● **What to work on**: Among the entries that follow, some lines contain the word "moveTo". Show all of them.

Saved entries:
####################
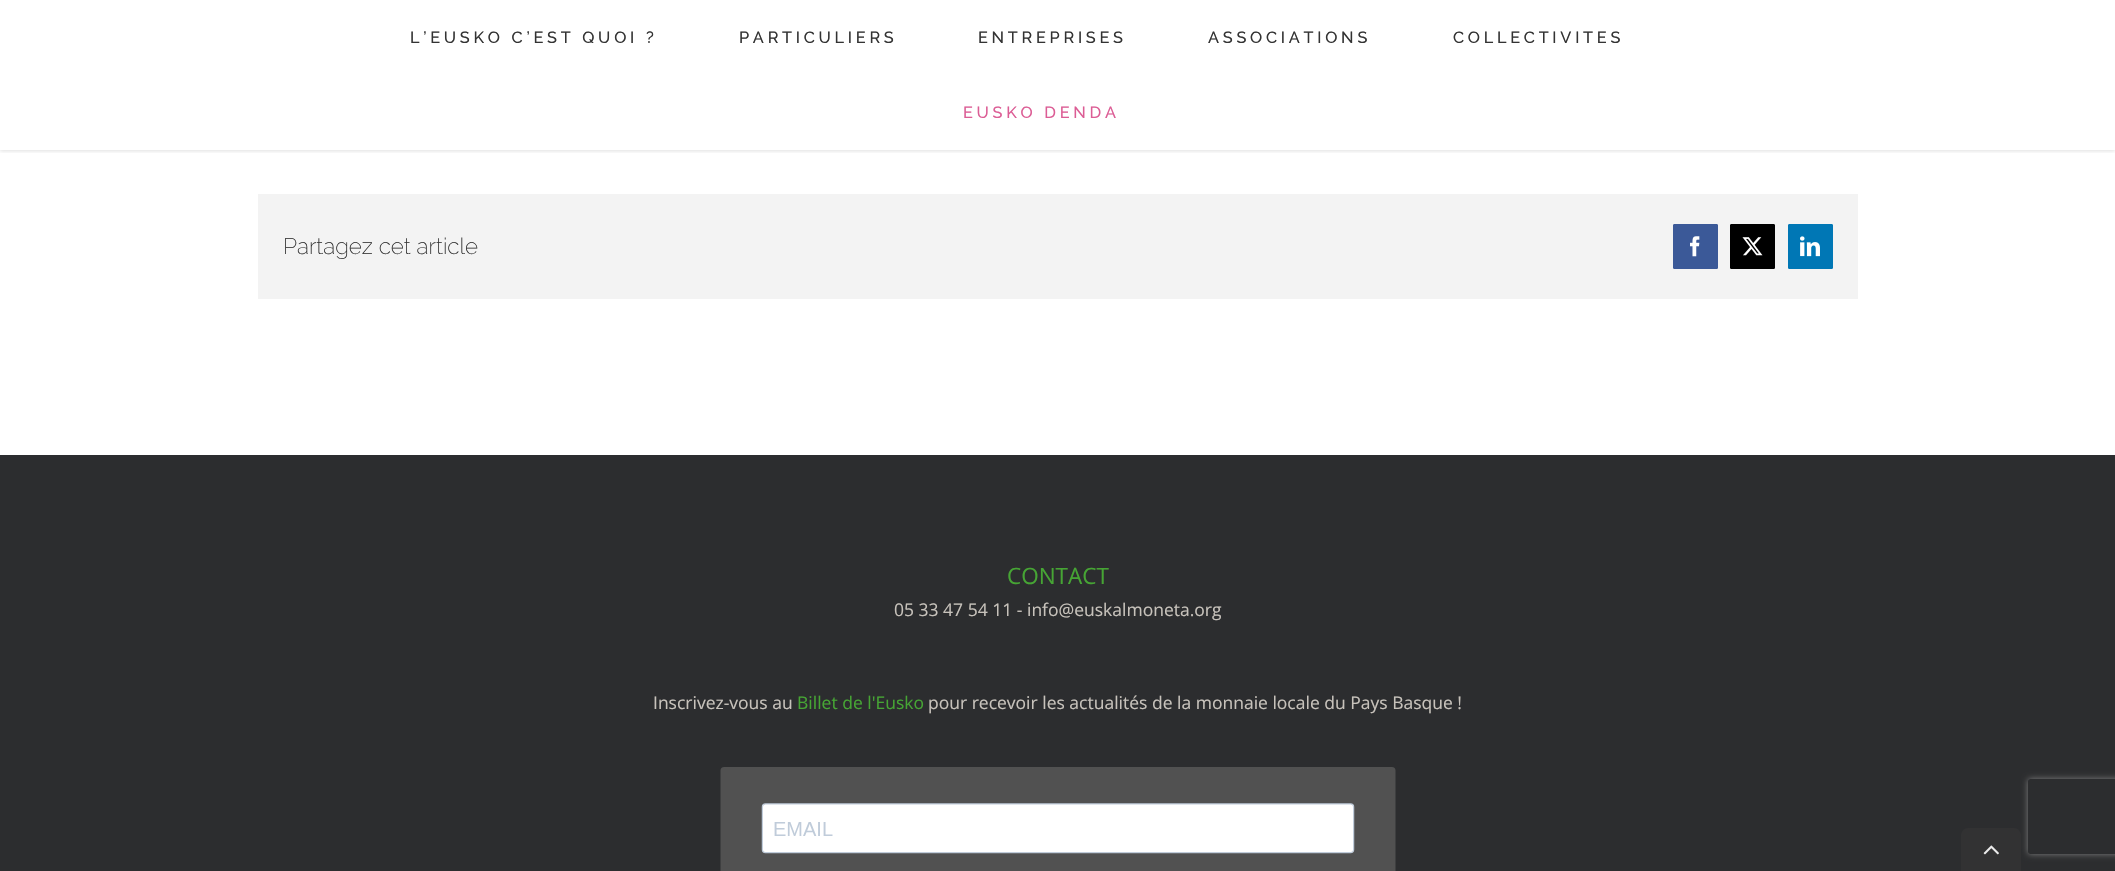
static SkFont makeFont(const char* family, int weight, float size, bool italic = false) {
  SkFontStyle style(weight, SkFontStyle::kNormal_Width,
    italic ? SkFontStyle::kItalic_Slant : SkFontStyle::kUpright_Slant);
  SkFont result(fontMgr->matchFamilyStyle(family, style), size);
  result.setSubpixel(true);
  return result;
}

static void text(SkCanvas* c, const char* s, float x, float y, const SkFont& font, SkColor color) {
  SkPaint ink(SkColor4f::FromColor(color));
  ink.setAntiAlias(true);
  c->drawString(s, x, y, font, ink);
}

static void spacedText(SkCanvas* c, const char* s, float x, float y, const SkFont& font, const SkPaint& ink, float letter, float word) {
  std::vector<SkGlyphID> glyphs(font.countText(s, strlen(s), SkTextEncoding::kUTF8));
  std::vector<float> xs(glyphs.size());
  font.textToGlyphs(s, strlen(s), SkTextEncoding::kUTF8, glyphs);
  font.getXPos(glyphs, xs, x);
  float extra = 0;
  for (size_t i = 0; i < glyphs.size(); i++) {
    xs[i] += extra;
    extra += letter + word * (glyphs[i] == font.unicharToGlyph(' '));
  }
  c->drawTextBlob(SkTextBlob::MakeFromPosHGlyphs(glyphs, xs, y, font), 0, 0, ink);
}

static void box(SkCanvas* c, float l, float t, float r, float b, SkColor color) {
  SkPaint ink(SkColor4f::FromColor(color));
  ink.setAntiAlias(true);
  c->drawRect(SkRect::MakeLTRB(l, t, r, b), ink);
}

static void picture(SkCanvas* c, const char* path, float l, float t, float r, float b) {
  auto image = SkImages::DeferredFromEncodedData(SkData::MakeFromFileName(path));
  c->drawImageRect(image, SkRect::MakeLTRB(l, t, r, b), SkSamplingOptions());
}

void draw(SkCanvas* c) {
  SkPaint paint;
  paint.setAntiAlias(true);
  c->clear(0xffffffff);
  c->save();
  c->clipRect(SkRect::MakeLTRB(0, 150, 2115, 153));
  paint.setColor(0x1f000000);
  paint.setMaskFilter(SkMaskFilter::MakeBlur(kNormal_SkBlurStyle, 2));
  c->drawRect(SkRect::MakeLTRB(0, 1, 2115, 151), paint);
  paint.setMaskFilter(nullptr);
  c->restore();
  SkFont face1 = makeFont("Raleway", 500, 16.25f);
  paint.setColor(0xff333333);
  spacedText(c, "L’EUSKO C’EST QUOI ?", 410, 43, face1, paint, 3.75f, 0);
  spacedText(c, "PARTICULIERS", 739, 43, face1, paint, 3.75f, 0);
  spacedText(c, "ENTREPRISES", 978, 43, face1, paint, 3.75f, 0);
  spacedText(c, "ASSOCIATIONS", 1208, 43, face1, paint, 3.75f, 0);
  spacedText(c, "COLLECTIVITES", 1453, 43, face1, paint, 3.75f, 0);
  paint.setColor(0xffdc5d95);
  spacedText(c, "EUSKO DENDA", 963, 118, face1, paint, 3.75f, 0);
  box(c, 258, 194, 1858, 299, 0xfff3f3f3);
  SkFont face2 = makeFont("Raleway", 200, 22.5f);
  text(c, "Partagez cet article", 283, 254, face2, 0xff333333);
  paint.setColor(0xff3b5998);
  c->drawRoundRect(SkRect::MakeLTRB(1673.5f, 224.5f, 1717.5f, 268.5f), 0.5f, 0.5f, paint);
  paint.setStyle(SkPaint::kStroke_Style);
  paint.setStrokeWidth(1);
  c->drawRoundRect(SkRect::MakeLTRB(1673.5f, 224.5f, 1717.5f, 268.5f), 0.5f, 0.5f, paint);
  picture(c, "img_01.png", 1690, 236, 1700, 257);
  paint.setStyle(SkPaint::kFill_Style);
  paint.setColor(0xff000000);
  c->drawRoundRect(SkRect::MakeLTRB(1730.5f, 224.5f, 1774.5f, 268.5f), 0.5f, 0.5f, paint);
  paint.setStyle(SkPaint::kStroke_Style);
  c->drawRoundRect(SkRect::MakeLTRB(1730.5f, 224.5f, 1774.5f, 268.5f), 0.5f, 0.5f, paint);
  picture(c, "img_02.png", 1742, 237, 1763, 256);
  paint.setStyle(SkPaint::kFill_Style);
  paint.setColor(0xff0077b5);
  c->drawRoundRect(SkRect::MakeLTRB(1788.5f, 224.5f, 1832.5f, 268.5f), 0.5f, 0.5f, paint);
  paint.setStyle(SkPaint::kStroke_Style);
  c->drawRoundRect(SkRect::MakeLTRB(1788.5f, 224.5f, 1832.5f, 268.5f), 0.5f, 0.5f, paint);
  picture(c, "img_03.png", 1800, 236, 1820, 257);
  box(c, 0, 455, 2115, 871, 0xff2c2d2f);
  SkFont face3 = makeFont("Open Sans", 400, 22.5f);
  text(c, "CONTACT", 1007, 584, face3, 0xff46a534);
  SkFont face4 = makeFont("Open Sans", 400, 17.5f);
  text(c, "05 33 47 54 11 - info@euskalmoneta.org", 894, 616, face4, 0xffc7c2bb);
  text(c, "Inscrivez-vous au", 653, 709, face4, 0xffc7c2bb);
  text(c, "Billet de l'Eusko", 797, 709, face4, 0xff46a534);
  text(c, "pour recevoir les actualités de la monnaie locale du Pays Basque !", 928, 709, face4, 0xffc7c2bb);
  picture(c, "img_04.png", 720, 767, 1396, 871);
  c->save();
  c->clipPath(SkPathBuilder(SkPathFillType::kEvenOdd).moveTo(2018, 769).lineTo(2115, 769).lineTo(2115, 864).lineTo(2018, 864).close().moveTo(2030.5f, 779).lineTo(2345.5f, 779).cubicTo(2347, 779, 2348, 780, 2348, 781.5f).lineTo(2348, 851.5f).cubicTo(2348, 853, 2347, 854, 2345.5f, 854).lineTo(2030.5f, 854).cubicTo(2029, 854, 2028, 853, 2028, 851.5f).lineTo(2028, 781.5f).cubicTo(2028, 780, 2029, 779, 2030.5f, 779).close().detach(), true);
  paint.setStyle(SkPaint::kFill_Style);
  paint.setColor(0xff808080);
  paint.setMaskFilter(SkMaskFilter::MakeBlur(kNormal_SkBlurStyle, 3));
  c->drawRoundRect(SkRect::MakeLTRB(2028, 779, 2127, 854), 2.5f, 2.5f, paint);
  paint.setMaskFilter(nullptr);
  c->restore();
  paint.setColor(0xff323233);
  c->drawPath(SkPathBuilder().moveTo(1969, 828).lineTo(2013, 828).cubicTo(2017.5f, 828, 2021, 831.5f, 2021, 836).lineTo(2021, 871).lineTo(1961, 871).lineTo(1961, 836).cubicTo(1961, 831.5f, 1964.5f, 828, 1969, 828).close().detach(), paint);
  picture(c, "img_05.png", 1983, 845, 1999, 855);
}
####################
● **Task response**:
  c->clipPath(SkPathBuilder(SkPathFillType::kEvenOdd).moveTo(2018, 769).lineTo(2115, 769).lineTo(2115, 864).lineTo(2018, 864).close().moveTo(2030.5f, 779).lineTo(2345.5f, 779).cubicTo(2347, 779, 2348, 780, 2348, 781.5f).lineTo(2348, 851.5f).cubicTo(2348, 853, 2347, 854, 2345.5f, 854).lineTo(2030.5f, 854).cubicTo(2029, 854, 2028, 853, 2028, 851.5f).lineTo(2028, 781.5f).cubicTo(2028, 780, 2029, 779, 2030.5f, 779).close().detach(), true);
  c->drawPath(SkPathBuilder().moveTo(1969, 828).lineTo(2013, 828).cubicTo(2017.5f, 828, 2021, 831.5f, 2021, 836).lineTo(2021, 871).lineTo(1961, 871).lineTo(1961, 836).cubicTo(1961, 831.5f, 1964.5f, 828, 1969, 828).close().detach(), paint);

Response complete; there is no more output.